What to do: Filter the material, keeping only lines with the word "Please".

=== Section Start ===

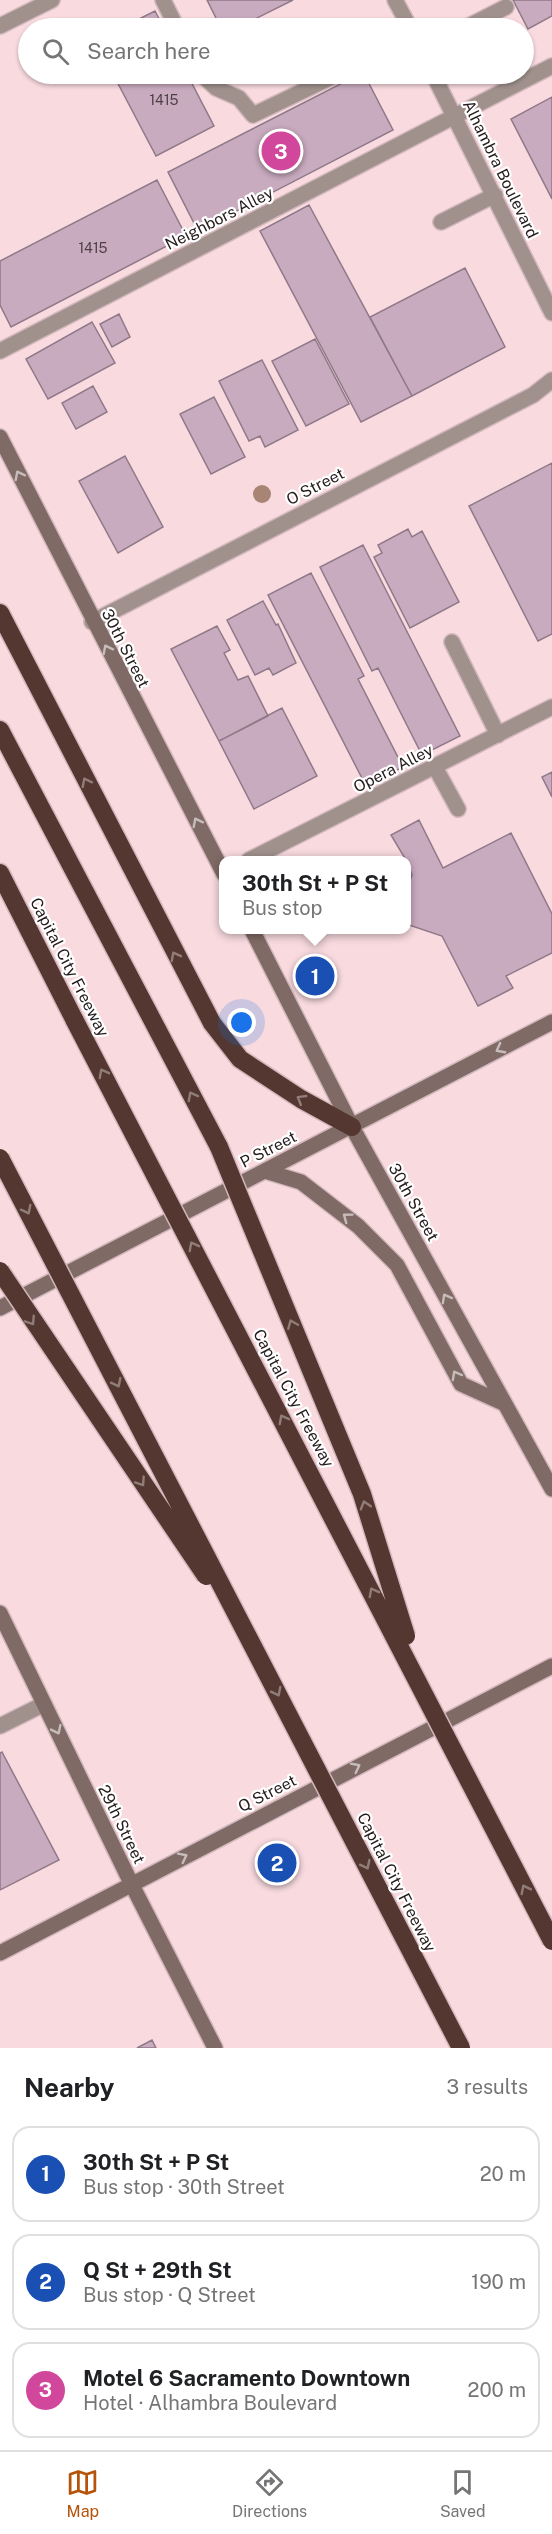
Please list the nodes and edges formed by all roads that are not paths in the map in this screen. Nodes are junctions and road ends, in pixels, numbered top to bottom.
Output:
1 (52, 0) edge
2 (163, 0) edge
3 (395, 0) edge
4 (506, 7) dead end
5 (172, 18) edge
6 (405, 18) edge
7 (485, 18) edge
8 (0, 26) edge
9 (552, 66) edge
10 (534, 75) edge
11 (212, 84) edge
12 (318, 84) edge
13 (438, 84) edge
14 (517, 84) edge
15 (456, 116) junction
16 (495, 195) junction
17 (441, 222) dead end
18 (552, 313) edge
19 (0, 351) edge
20 (552, 380) edge
21 (0, 437) edge
22 (0, 614) edge
23 (92, 622) junction
24 (452, 642) dead end
25 (552, 707) edge
26 (0, 730) edge
27 (498, 735) junction
28 (435, 767) junction
29 (458, 809) dead end
30 (259, 856) edge
31 (219, 866) edge
32 (0, 873) edge
33 (254, 934) edge
34 (552, 1022) edge
35 (352, 1127) junction
36 (0, 1158) edge
37 (265, 1171) junction
38 (0, 1271) edge
39 (0, 1308) edge
40 (505, 1404) junction
41 (552, 1489) edge
42 (2, 1623) edge
43 (250, 1640) junction
44 (552, 1666) edge
45 (419, 1681) junction
46 (44, 1704) junction
47 (0, 1726) edge
48 (131, 1883) junction
49 (552, 1941) edge
50 (0, 1953) edge
51 (215, 2048) edge
52 (460, 2048) edge

1 - 8 street
2 - 5 street
3 - 6 street
4 - 7 street
9 - 10 street, Neighbors Alley
11 - 12 street
13 - 15 street, Alhambra Boulevard
14 - 15 street, Neighbors Alley
15 - 16 street, Alhambra Boulevard
15 - 19 street, Neighbors Alley
16 - 17 street
16 - 18 street, Alhambra Boulevard
20 - 23 street, O Street
23 -> 21 main road, 30th Street
35 -> 22 highway
31 -> 23 main road, 30th Street
24 - 27 street
25 - 27 street, Opera Alley
45 -> 26 highway, bridge
27 - 28 street, Opera Alley
28 - 29 street
28 - 30 street, Opera Alley
45 -> 32 highway, Capital City Freeway, bridge
33 - 35 main road, 30th Street
34 -> 35 main road, P Street
35 - 37 main road, P Street
40 -> 35 main road, 30th Street
36 -> 43 highway, Capital City Freeway, bridge
37 - 39 main road, P Street
40 -> 37 main road
38 -> 43 highway, bridge
40 - 41 main road, 30th Street
42 - 46 main road, 29th Street
43 -> 52 highway, Capital City Freeway, bridge
48 -> 44 main road, Q Street
49 -> 45 highway, Capital City Freeway, bridge
46 - 47 street
46 -> 48 main road, 29th Street
48 - 50 main road, Q Street
48 - 51 main road, 29th Street

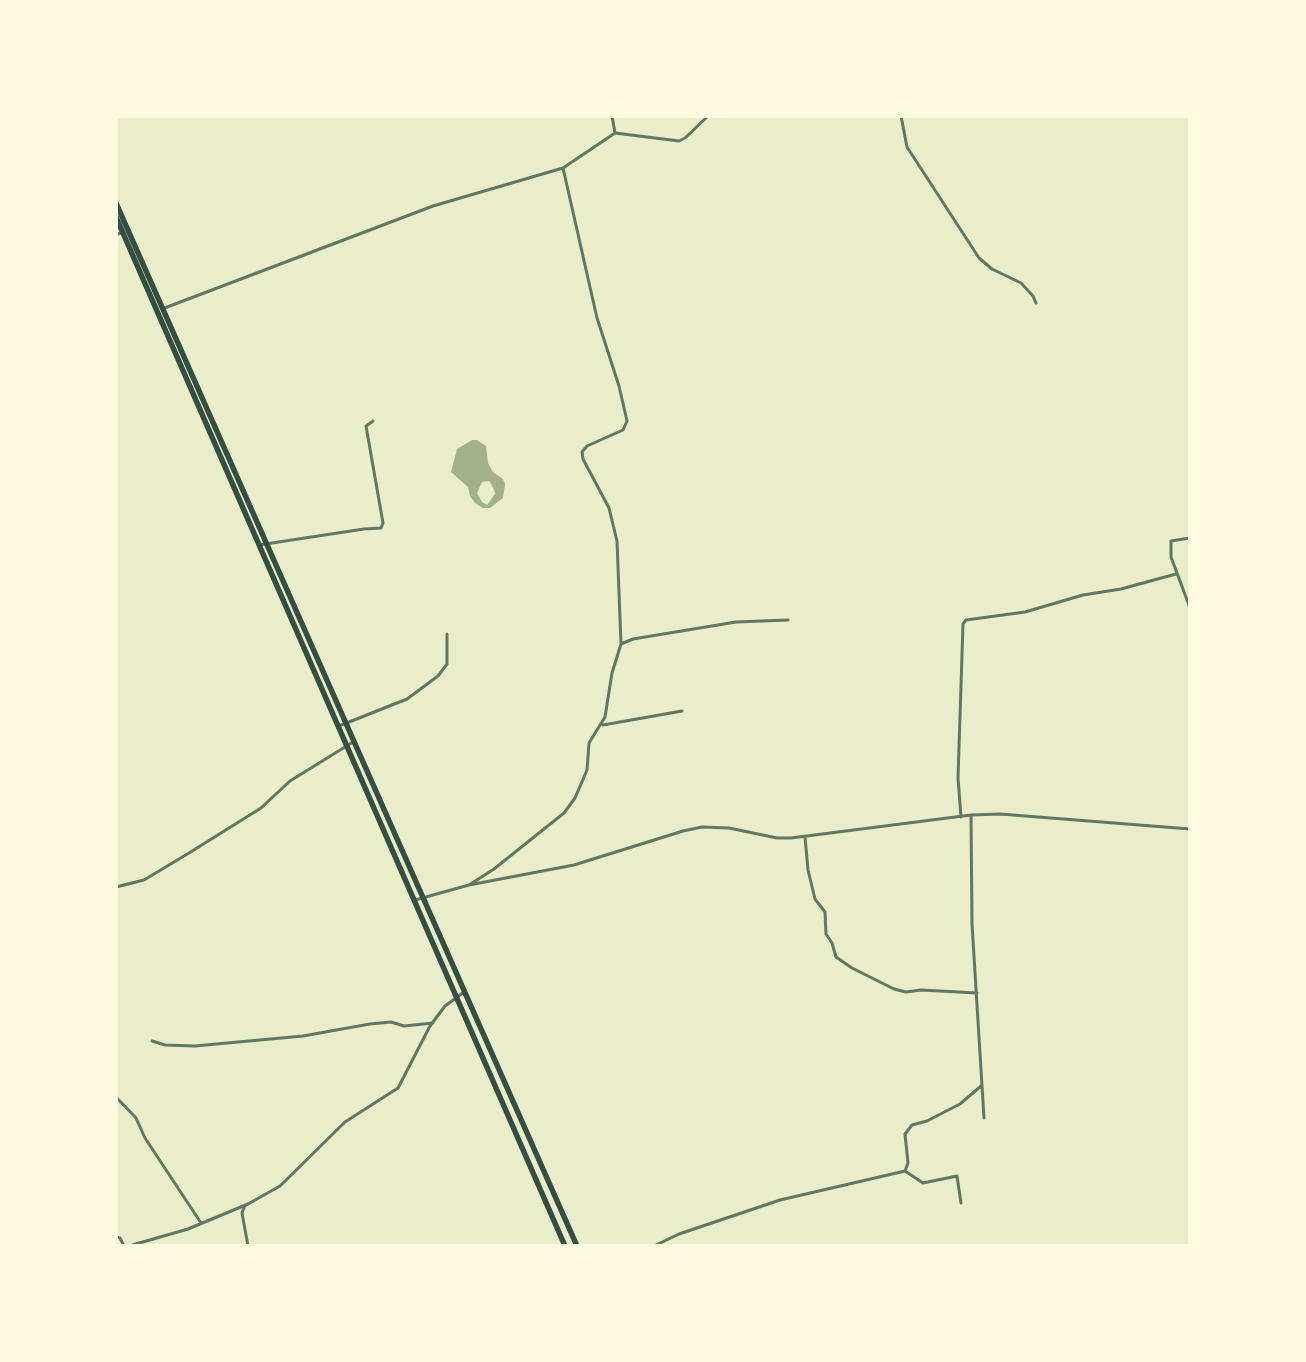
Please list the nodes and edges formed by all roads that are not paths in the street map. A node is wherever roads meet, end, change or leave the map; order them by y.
1 (612, 116) edge
2 (708, 116) edge
3 (901, 116) edge
4 (615, 133) junction
5 (563, 168) junction
6 (116, 203) edge
7 (116, 217) edge
8 (126, 231) junction
9 (116, 235) edge
10 (1036, 303) dead end
11 (161, 309) junction
12 (373, 421) dead end
13 (1190, 538) edge
14 (266, 544) junction
15 (259, 545) junction
16 (1176, 574) junction
17 (1190, 608) edge
18 (788, 620) dead end
19 (447, 634) dead end
20 (621, 644) junction
21 (682, 710) dead end
22 (346, 724) junction
23 (602, 725) junction
24 (338, 726) junction
25 (354, 742) junction
26 (346, 745) junction
27 (971, 815) junction
28 (961, 817) junction
29 (1190, 829) edge
30 (805, 837) junction
31 (469, 885) junction
32 (116, 887) edge
33 (423, 898) junction
34 (415, 900) junction
35 (464, 992) junction
36 (977, 993) junction
37 (456, 997) junction
38 (433, 1023) junction
39 (152, 1042) dead end
40 (981, 1085) junction
41 (116, 1097) edge
42 (984, 1118) dead end
43 (905, 1171) junction
44 (961, 1203) dead end
45 (245, 1205) junction
46 (201, 1222) junction
47 (116, 1237) edge
48 (124, 1246) edge
49 (129, 1246) edge
50 (248, 1246) edge
51 (565, 1246) edge
52 (577, 1246) edge
53 (654, 1246) edge

1 - 4 street
2 - 4 street
3 - 10 street
4 - 5 street
5 - 11 street
5 - 20 street
6 - 8 highway
7 - 8 highway
8 - 9 street
8 - 11 highway
11 - 14 highway
11 - 15 highway
12 - 14 street
13 - 16 street
14 - 15 street
14 - 22 highway
15 - 24 highway
16 - 17 street
16 - 28 street
18 - 20 street
19 - 22 street
20 - 23 street
21 - 23 street
22 - 24 street
22 - 25 highway
23 - 31 street
24 - 26 highway
25 - 26 street
25 - 33 highway
26 - 32 street
26 - 34 highway
27 - 28 street
27 - 29 street
27 - 36 street
28 - 30 street
30 - 31 street
30 - 36 street
31 - 33 street
33 - 34 street
33 - 35 highway
34 - 37 highway
35 - 37 street
35 - 52 highway
36 - 40 street
37 - 38 street
37 - 51 highway
38 - 39 street
38 - 45 street
40 - 42 street
40 - 43 street
41 - 46 street
43 - 44 street
43 - 53 street
45 - 46 street
45 - 50 street
46 - 49 street
47 - 48 street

=== Section End ===

Response area:
Please list the nodes and edges formed by all roads that are not paths in the map in this screen. Nodes are junctions and road ends, in pixels, numbered top to bottom.
Please list the nodes and edges formed by all roads that are not paths in the street map. A node is wherever roads meet, end, change or leave the map; order them by y.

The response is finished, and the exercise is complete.